Rise heart; thy Lord is risen.  Sing his praise                                                  
Without delayes,
Who takes thee by the hand, that thou likewise                                                  
With him mayst rise:
That, as his death calcined thee to dust,
His life may make thee gold, and much more, just.  
Awake, my lute, and struggle for thy part                                                  
With all thy art.
The crosse taught all wood to resound his name,                                                  
Who bore the same. His stretched sinews taught all strings, what key
Is best to celebrate this most high day.  
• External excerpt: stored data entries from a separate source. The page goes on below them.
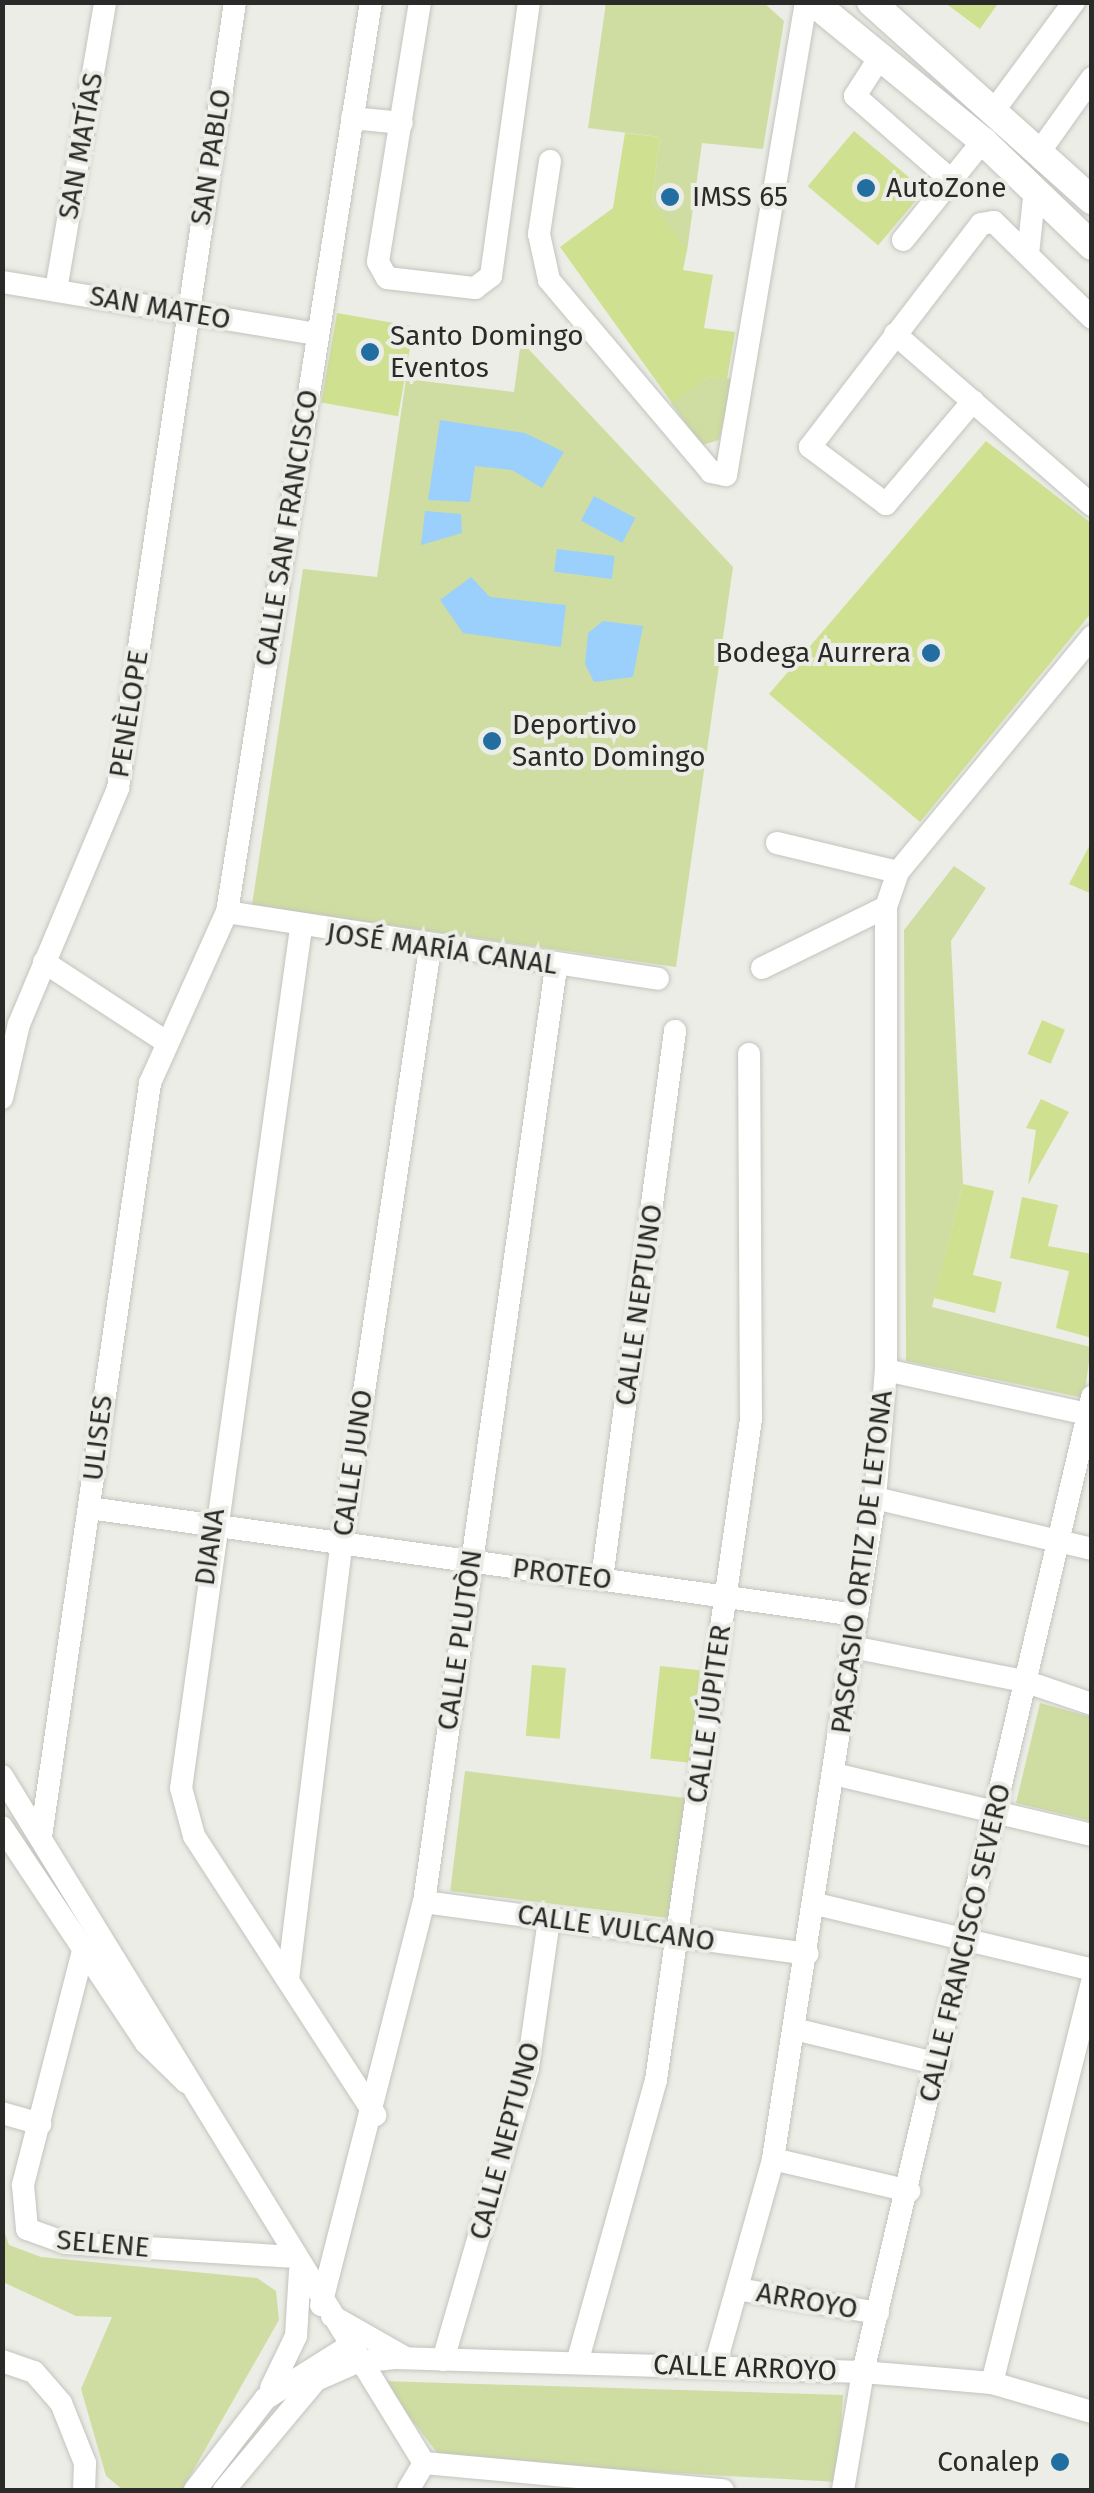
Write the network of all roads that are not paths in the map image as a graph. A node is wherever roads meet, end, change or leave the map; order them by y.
1 (105, 2) edge
2 (235, 2) edge
3 (370, 2) edge
4 (420, 2) edge
5 (528, 2) edge
6 (809, 2) edge
7 (871, 2) edge
8 (1074, 2) edge
9 (880, 57) junction
10 (1092, 78) edge
11 (995, 109) junction
12 (352, 118) junction
13 (402, 123) junction
14 (983, 142) junction
15 (1040, 150) junction
16 (550, 162) dead end
17 (952, 180) junction
18 (1035, 188) junction
19 (1092, 200) edge
20 (903, 240) dead end
21 (1092, 246) edge
22 (1028, 254) junction
23 (2, 282) edge
24 (56, 290) junction
25 (186, 310) junction
26 (1092, 318) edge
27 (318, 334) junction
28 (895, 334) junction
29 (973, 401) junction
30 (1092, 505) edge
31 (1092, 637) edge
32 (777, 842) dead end
33 (898, 872) junction
34 (886, 907) junction
35 (228, 912) junction
36 (301, 928) junction
37 (430, 948) junction
38 (44, 962) junction
39 (556, 967) junction
40 (762, 968) dead end
41 (658, 979) dead end
42 (675, 1032) dead end
43 (163, 1040) junction
44 (749, 1054) dead end
45 (2, 1098) edge
46 (886, 1370) junction
47 (1090, 1406) edge
48 (875, 1498) junction
49 (89, 1508) junction
50 (212, 1528) junction
51 (1058, 1541) junction
52 (341, 1546) junction
53 (1092, 1549) edge
54 (470, 1563) junction
55 (602, 1579) junction
56 (727, 1596) junction
57 (856, 1615) junction
58 (852, 1646) junction
59 (1024, 1681) junction
60 (1092, 1704) edge
61 (834, 1774) junction
62 (2, 1776) edge
63 (995, 1811) junction
64 (2, 1827) edge
65 (1092, 1834) edge
66 (41, 1837) junction
67 (424, 1902) junction
68 (816, 1904) junction
69 (548, 1919) junction
70 (676, 1936) junction
71 (966, 1939) junction
72 (84, 1948) junction
73 (807, 1954) junction
74 (1092, 1970) edge
75 (288, 1980) junction
76 (1092, 1982) edge
77 (794, 2030) junction
78 (939, 2064) junction
79 (186, 2082) junction
80 (2, 2114) edge
81 (375, 2116) junction
82 (40, 2124) junction
83 (773, 2159) junction
84 (909, 2191) junction
85 (296, 2262) junction
86 (737, 2289) junction
87 (324, 2309) junction
88 (878, 2313) junction
89 (353, 2354) junction
90 (325, 2356) junction
91 (401, 2358) junction
92 (444, 2360) junction
93 (2, 2361) edge
94 (577, 2363) junction
95 (715, 2366) junction
96 (864, 2372) junction
97 (992, 2384) junction
98 (297, 2396) junction
99 (264, 2400) junction
100 (1092, 2412) edge
101 (424, 2462) junction
102 (563, 2484) edge
103 (84, 2490) edge
104 (195, 2490) edge
105 (224, 2490) edge
106 (408, 2490) edge
107 (712, 2490) edge
108 (843, 2490) edge

1 - 24 street, SAN MATÍAS
2 - 25 street, SAN PABLO
3 - 12 street, CALLE SAN FRANCISCO
4 - 13 street
5 - 13 street
6 - 9 main road
6 - 16 street
7 - 11 main road
8 - 11 street
9 - 14 main road
9 - 17 street
10 - 15 street
11 - 15 main road
12 - 13 street
12 - 27 street, CALLE SAN FRANCISCO
14 - 17 street
14 - 18 main road
15 - 19 main road
17 - 20 street
18 - 21 main road
18 - 22 street
22 - 26 street
22 - 28 street
23 - 24 street, SAN MATEO
24 - 25 street, SAN MATEO
25 - 27 street, SAN MATEO
25 - 38 street, PENÈLOPE
27 - 35 street, CALLE SAN FRANCISCO
28 - 29 street
28 - 29 street
29 - 30 street
31 - 33 street, PASCASIO ORTIZ DE LETONA
32 - 33 street
33 - 34 street, PASCASIO ORTIZ DE LETONA
34 - 40 street
34 - 46 street, PASCASIO ORTIZ DE LETONA
35 - 36 street, JOSÉ MARÍA CANAL
35 - 43 street, CALLE SAN FRANCISCO
36 - 37 street, JOSÉ MARÍA CANAL
36 - 50 street, DIANA
37 - 39 street, JOSÉ MARÍA CANAL
37 - 52 street, CALLE JUNO
38 - 43 street
38 - 45 street, PENÈLOPE
39 - 41 street, JOSÉ MARÍA CANAL
39 - 54 street, CALLE PLUTÒN
42 - 55 street, CALLE NEPTUNO
43 - 49 street, ULISES
44 - 56 street, CALLE JÚPITER
46 - 47 street
46 - 48 street, PASCASIO ORTIZ DE LETONA
47 - 51 street, CALLE FRANCISCO SEVERO
48 - 51 street
48 - 57 street, PASCASIO ORTIZ DE LETONA
49 - 50 street, PROTEO
49 - 66 street, ULISES
50 - 52 street, PROTEO
50 - 75 street, DIANA
51 - 53 street
51 - 59 street, CALLE FRANCISCO SEVERO
52 - 54 street, PROTEO
52 - 75 street, CALLE JUNO
54 - 55 street, PROTEO
54 - 67 street, CALLE PLUTÒN
55 - 56 street, PROTEO
56 - 57 street, PROTEO
56 - 70 street, CALLE JÚPITER
57 - 58 street, PASCASIO ORTIZ DE LETONA
58 - 59 street
58 - 61 street, PASCASIO ORTIZ DE LETONA
59 - 60 street
59 - 63 street, CALLE FRANCISCO SEVERO
61 - 63 street
61 - 68 street, PASCASIO ORTIZ DE LETONA
62 - 66 street
63 - 65 street
63 - 71 street, CALLE FRANCISCO SEVERO
64 - 72 street
66 - 79 street
67 - 69 street, CALLE VULCANO
67 - 81 street, CALLE PLUTÒN
68 - 71 street
68 - 73 street, PASCASIO ORTIZ DE LETONA
69 - 70 street, CALLE VULCANO
69 - 92 street, CALLE NEPTUNO
70 - 73 street, CALLE VULCANO
70 - 94 street, CALLE JÚPITER
71 - 74 street
71 - 78 street, CALLE FRANCISCO SEVERO
72 - 79 street
72 - 82 street, SELENE
73 - 77 street, PASCASIO ORTIZ DE LETONA
75 - 81 street, DIANA
76 - 97 street
77 - 78 street
77 - 83 street, PASCASIO ORTIZ DE LETONA
78 - 84 street, CALLE FRANCISCO SEVERO
79 - 85 street
80 - 82 street
81 - 87 street, CALLE PLUTÒN
82 - 85 street, SELENE
83 - 84 street
83 - 86 street, PASCASIO ORTIZ DE LETONA
84 - 88 street, CALLE FRANCISCO SEVERO
85 - 87 street
85 - 99 street
86 - 88 street, ARROYO
86 - 95 street, PASCASIO ORTIZ DE LETONA
87 - 89 street
87 - 90 street, CALLE PLUTÒN
87 - 91 street
88 - 96 street, CALLE FRANCISCO SEVERO
89 - 90 street
89 - 91 street, CALLE ARROYO
89 - 98 street
89 - 101 street
90 - 98 street
90 - 99 street
91 - 92 street, CALLE ARROYO
92 - 94 street, CALLE ARROYO
93 - 103 street
94 - 95 street, CALLE ARROYO
95 - 96 street, CALLE ARROYO
96 - 97 street, CALLE ARROYO
96 - 108 street, CALLE FRANCISCO SEVERO
97 - 100 street, CALLE ARROYO
98 - 105 street
99 - 104 street
101 - 102 street
101 - 106 street
102 - 107 street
Consort both heart and lute, and twist a song                                                  
Pleasant and long:
Or, since all musick is but three parts vied                                                  
And multiplied,
O let thy blessed Spirit bear a part,
And make up our defects with his sweet art.

I got me flowers to straw thy way;
I got me boughs off many a tree:
But thou wast up by break of day,
And brought’st thy sweets along with thee.  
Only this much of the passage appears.